The menu looks amazing, and the prices - they are a bargain - not as the title suggests "pricey mains". Seriously, where else could I get a 10oz Ribeye steak frites in the city for under $30, and perfectly cooked? It was huge portions, flavourful and was definitely a winner. My partner had the pickerel, and I was fighting to sneak in bites. We also had the ahi tuna; a must, and the pressed feta - Greek enough?
Dessert was another world; the presentation and plating was crazy good. The nonbaked cheese cake and the California Air (almond cake) speechless.
The staff were really professional and attentive. Definitely be back for more.
Jesus, get over yourself.
I'm with "pricey mains", the space is just too huge, but well suited for concerts. My opinion, I don't need another overpriced lounge in my hood for the suburban set to come to the Danforth to play at.

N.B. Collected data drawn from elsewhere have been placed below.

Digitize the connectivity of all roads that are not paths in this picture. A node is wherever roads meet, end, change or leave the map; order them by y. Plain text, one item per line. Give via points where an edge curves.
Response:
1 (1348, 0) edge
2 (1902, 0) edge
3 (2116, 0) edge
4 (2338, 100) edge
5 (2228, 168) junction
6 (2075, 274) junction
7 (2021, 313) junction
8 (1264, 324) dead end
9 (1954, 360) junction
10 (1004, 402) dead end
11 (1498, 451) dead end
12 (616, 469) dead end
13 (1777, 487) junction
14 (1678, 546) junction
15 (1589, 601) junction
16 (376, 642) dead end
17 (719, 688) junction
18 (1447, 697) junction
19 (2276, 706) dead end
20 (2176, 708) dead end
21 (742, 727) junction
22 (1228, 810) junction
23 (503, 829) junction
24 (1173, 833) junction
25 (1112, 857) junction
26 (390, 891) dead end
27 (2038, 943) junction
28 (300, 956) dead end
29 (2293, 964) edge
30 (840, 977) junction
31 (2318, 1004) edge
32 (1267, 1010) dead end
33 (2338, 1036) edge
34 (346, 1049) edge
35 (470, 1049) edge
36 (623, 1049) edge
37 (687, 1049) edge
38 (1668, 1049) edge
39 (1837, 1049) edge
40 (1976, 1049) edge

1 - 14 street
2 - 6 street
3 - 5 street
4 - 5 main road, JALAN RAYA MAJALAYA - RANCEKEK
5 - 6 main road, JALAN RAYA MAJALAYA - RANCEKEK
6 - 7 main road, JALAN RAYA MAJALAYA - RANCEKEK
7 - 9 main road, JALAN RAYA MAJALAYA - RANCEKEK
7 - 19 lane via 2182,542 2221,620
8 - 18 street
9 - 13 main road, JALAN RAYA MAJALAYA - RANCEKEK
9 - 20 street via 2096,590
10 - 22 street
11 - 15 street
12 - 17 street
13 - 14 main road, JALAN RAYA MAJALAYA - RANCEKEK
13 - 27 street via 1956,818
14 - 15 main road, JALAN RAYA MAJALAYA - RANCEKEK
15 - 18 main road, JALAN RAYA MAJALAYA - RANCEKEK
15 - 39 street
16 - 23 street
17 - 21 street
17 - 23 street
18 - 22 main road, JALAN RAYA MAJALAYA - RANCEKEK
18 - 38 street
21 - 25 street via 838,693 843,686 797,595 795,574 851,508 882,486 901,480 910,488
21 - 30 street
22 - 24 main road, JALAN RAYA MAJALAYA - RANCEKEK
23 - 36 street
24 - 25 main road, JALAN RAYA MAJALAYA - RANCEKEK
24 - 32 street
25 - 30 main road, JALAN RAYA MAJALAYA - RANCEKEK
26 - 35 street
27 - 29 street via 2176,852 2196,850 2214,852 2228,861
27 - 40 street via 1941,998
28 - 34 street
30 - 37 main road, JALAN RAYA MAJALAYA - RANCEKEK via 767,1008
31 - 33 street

You work for Astoria or something?
And as for everyone who thinks it should be a live venue...isn't that what the Danforth Music Hall is?
When you look at the portions and the prices - you too would be shocked. Try ordering a lamb dish in the city with 3 pieces with lamb shoulder that isn't gamey NZ meat, but very succulent and well plated - all for under $40 - and with sides to boot.
Proper services needs proper write-up... isn't that why others ask for our opinion?